## YOUR INSTRUCTIONS
Leaving out every picture, quote the data below exactly as it appears.

Saved entries
+-------+

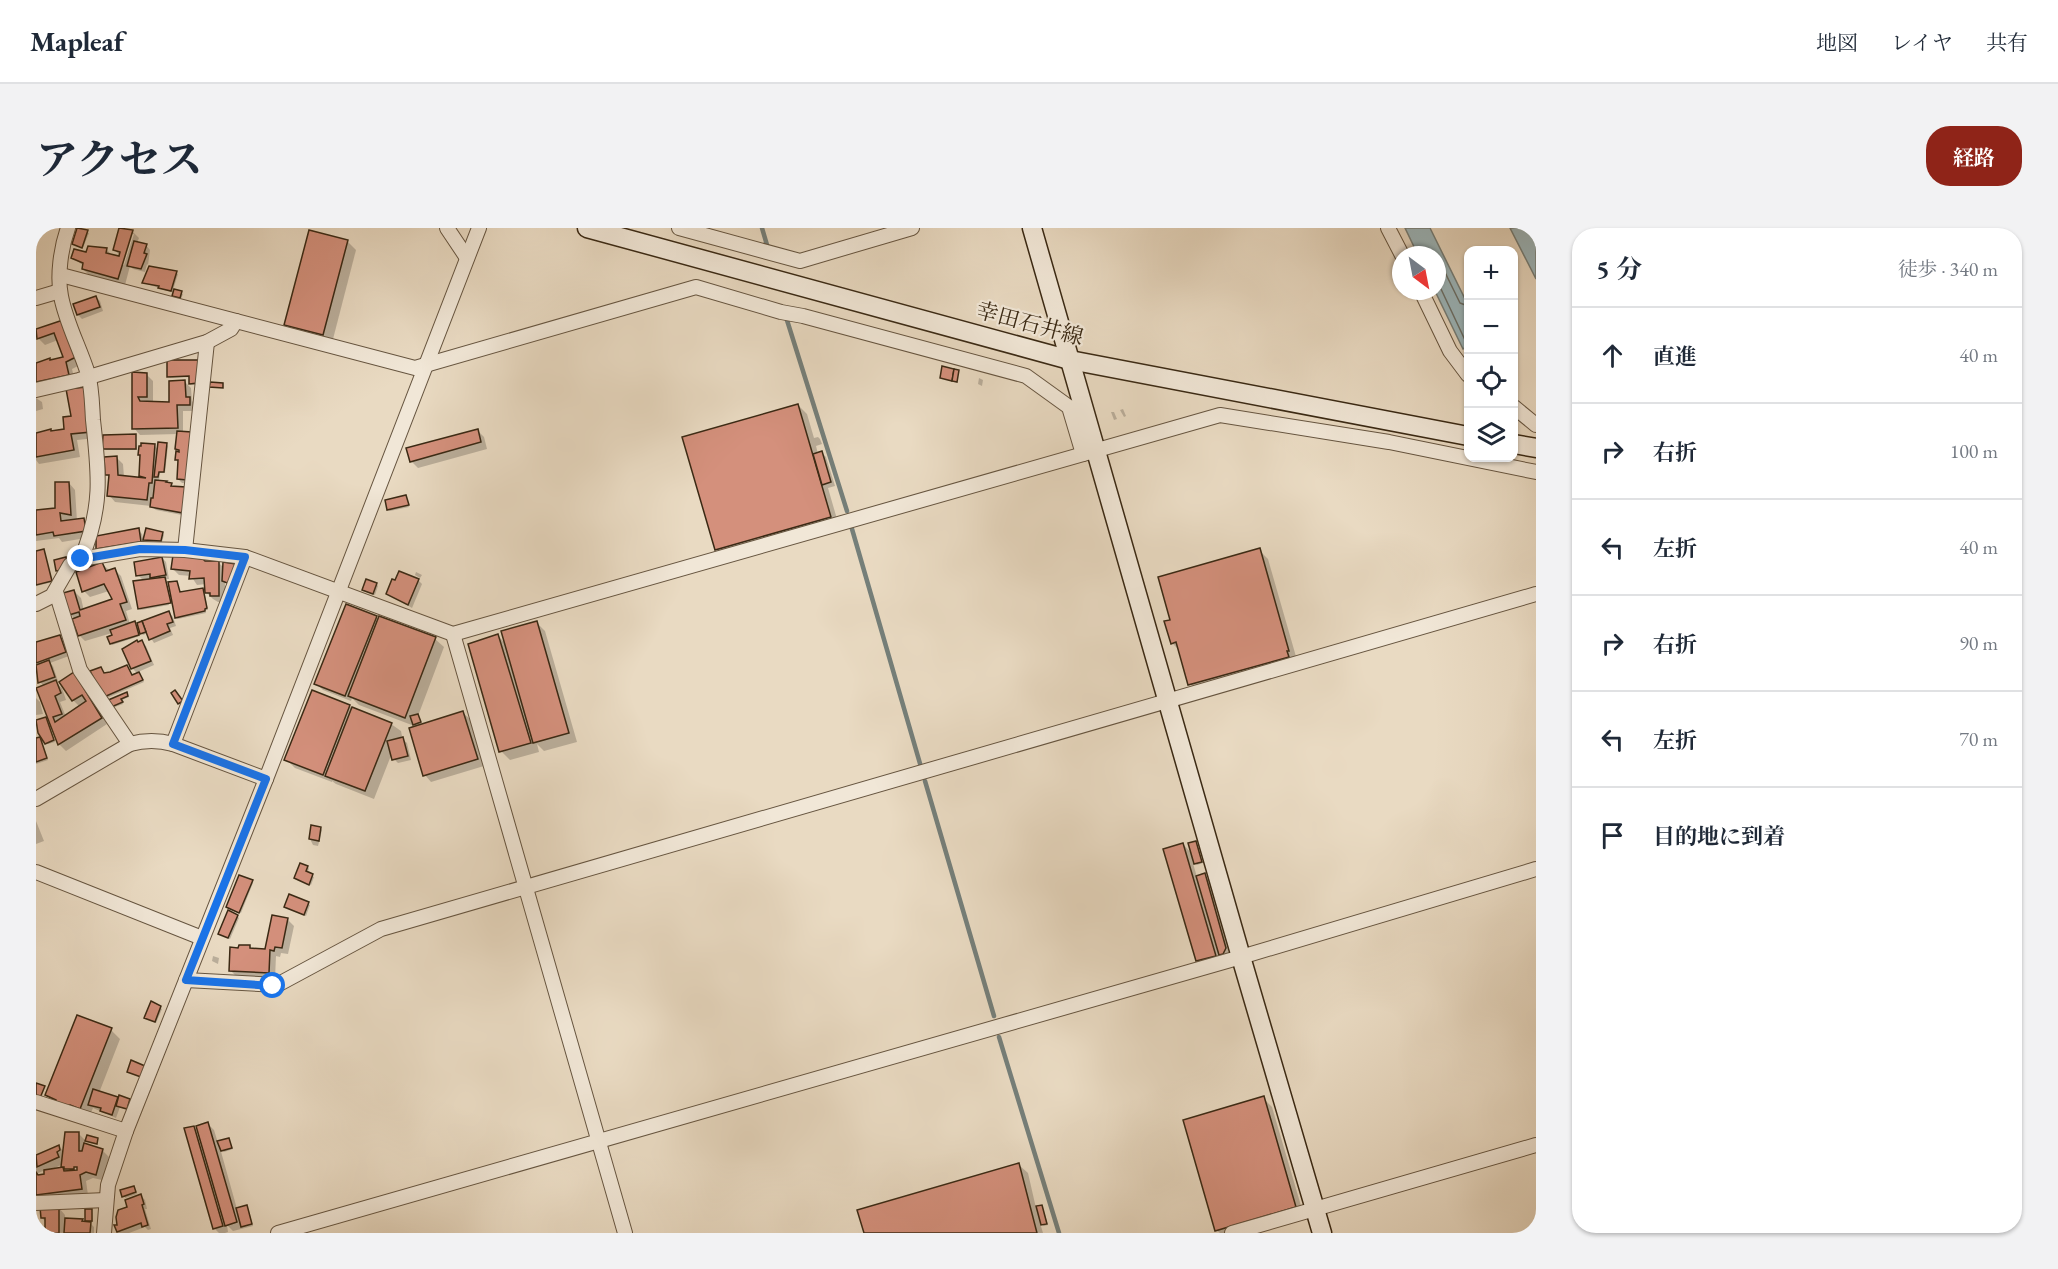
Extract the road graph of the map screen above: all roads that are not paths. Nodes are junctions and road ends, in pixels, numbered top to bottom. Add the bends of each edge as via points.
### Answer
1 (68, 228) edge
2 (447, 228) edge
3 (479, 228) edge
4 (587, 228) edge
5 (679, 228) edge
6 (912, 228) edge
7 (1032, 228) edge
8 (1387, 229) edge
9 (1397, 246) edge
10 (467, 258) junction
11 (61, 275) junction
12 (60, 291) junction
13 (36, 298) edge
14 (1425, 300) edge
15 (236, 321) junction
16 (207, 342) junction
17 (1070, 360) junction
18 (427, 364) junction
19 (1464, 370) edge
20 (89, 377) junction
21 (36, 390) edge
22 (1515, 408) edge
23 (1536, 425) edge
24 (1464, 435) edge
25 (1518, 445) edge
26 (1536, 448) edge
27 (1090, 452) junction
28 (1536, 472) edge
29 (185, 550) junction
30 (245, 557) junction
31 (81, 559) junction
32 (338, 591) junction
33 (56, 592) junction
34 (1536, 594) edge
35 (36, 604) edge
36 (453, 634) junction
37 (1168, 702) junction
38 (130, 744) junction
39 (173, 744) junction
40 (266, 779) junction
41 (36, 799) edge
42 (1536, 869) edge
43 (36, 872) edge
44 (525, 888) junction
45 (202, 938) junction
46 (1241, 957) junction
47 (186, 980) junction
48 (36, 1102) edge
49 (126, 1131) junction
50 (599, 1141) junction
51 (1536, 1145) edge
52 (106, 1200) junction
53 (36, 1203) edge
54 (1315, 1209) junction
55 (104, 1233) edge
56 (278, 1233) edge
57 (625, 1233) edge
58 (1232, 1233) edge
59 (1322, 1233) edge

1 - 11 street
2 - 10 street
3 - 10 street
4 - 17 street, 幸田石井線
5 - 6 street via 800,261
7 - 17 street
8 - 9 street
10 - 18 street
11 - 12 street
11 - 15 street
12 - 13 street
12 - 20 street
14 - 19 street via 1450,351
15 - 16 street via 231,329
15 - 18 street via 415,368
16 - 20 street
16 - 29 street
17 - 24 street, 幸田石井線
17 - 27 street
18 - 27 street via 696,287 1026,376 1069,407
18 - 32 street
20 - 21 street
20 - 31 street via 98,501
22 - 23 street
25 - 26 street
27 - 28 street via 1220,415 1389,442
27 - 36 street
27 - 37 street
29 - 30 street
29 - 31 street via 140,549
30 - 32 street
30 - 39 street
31 - 33 street via 70,565
32 - 36 street
32 - 40 street
33 - 35 street
33 - 38 street via 80,670
34 - 37 street
36 - 44 street
37 - 44 street
37 - 46 street
38 - 39 street
38 - 41 street
39 - 40 street
40 - 45 street
42 - 46 street
43 - 45 street
44 - 47 street via 381,929 277,985
44 - 50 street
45 - 47 street
46 - 50 street
46 - 54 street
47 - 49 street
48 - 49 street
49 - 52 street
50 - 56 street
50 - 57 street
51 - 54 street
52 - 53 street
52 - 55 street
54 - 58 street
54 - 59 street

+-------+

## ANSWER SPACE
Extract the road graph of the map screen above: all roads that are not paths. Nodes are junctions and road ends, in pixels, numbered top to bottom. Add the bends of each edge as via points.
### Answer
1 (68, 228) edge
2 (447, 228) edge
3 (479, 228) edge
4 (587, 228) edge
5 (679, 228) edge
6 (912, 228) edge
7 (1032, 228) edge
8 (1387, 229) edge
9 (1397, 246) edge
10 (467, 258) junction
11 (61, 275) junction
12 (60, 291) junction
13 (36, 298) edge
14 (1425, 300) edge
15 (236, 321) junction
16 (207, 342) junction
17 (1070, 360) junction
18 (427, 364) junction
19 (1464, 370) edge
20 (89, 377) junction
21 (36, 390) edge
22 (1515, 408) edge
23 (1536, 425) edge
24 (1464, 435) edge
25 (1518, 445) edge
26 (1536, 448) edge
27 (1090, 452) junction
28 (1536, 472) edge
29 (185, 550) junction
30 (245, 557) junction
31 (81, 559) junction
32 (338, 591) junction
33 (56, 592) junction
34 (1536, 594) edge
35 (36, 604) edge
36 (453, 634) junction
37 (1168, 702) junction
38 (130, 744) junction
39 (173, 744) junction
40 (266, 779) junction
41 (36, 799) edge
42 (1536, 869) edge
43 (36, 872) edge
44 (525, 888) junction
45 (202, 938) junction
46 (1241, 957) junction
47 (186, 980) junction
48 (36, 1102) edge
49 (126, 1131) junction
50 (599, 1141) junction
51 (1536, 1145) edge
52 (106, 1200) junction
53 (36, 1203) edge
54 (1315, 1209) junction
55 (104, 1233) edge
56 (278, 1233) edge
57 (625, 1233) edge
58 (1232, 1233) edge
59 (1322, 1233) edge

1 - 11 street
2 - 10 street
3 - 10 street
4 - 17 street, 幸田石井線
5 - 6 street via 800,261
7 - 17 street
8 - 9 street
10 - 18 street
11 - 12 street
11 - 15 street
12 - 13 street
12 - 20 street
14 - 19 street via 1450,351
15 - 16 street via 231,329
15 - 18 street via 415,368
16 - 20 street
16 - 29 street
17 - 24 street, 幸田石井線
17 - 27 street
18 - 27 street via 696,287 1026,376 1069,407
18 - 32 street
20 - 21 street
20 - 31 street via 98,501
22 - 23 street
25 - 26 street
27 - 28 street via 1220,415 1389,442
27 - 36 street
27 - 37 street
29 - 30 street
29 - 31 street via 140,549
30 - 32 street
30 - 39 street
31 - 33 street via 70,565
32 - 36 street
32 - 40 street
33 - 35 street
33 - 38 street via 80,670
34 - 37 street
36 - 44 street
37 - 44 street
37 - 46 street
38 - 39 street
38 - 41 street
39 - 40 street
40 - 45 street
42 - 46 street
43 - 45 street
44 - 47 street via 381,929 277,985
44 - 50 street
45 - 47 street
46 - 50 street
46 - 54 street
47 - 49 street
48 - 49 street
49 - 52 street
50 - 56 street
50 - 57 street
51 - 54 street
52 - 53 street
52 - 55 street
54 - 58 street
54 - 59 street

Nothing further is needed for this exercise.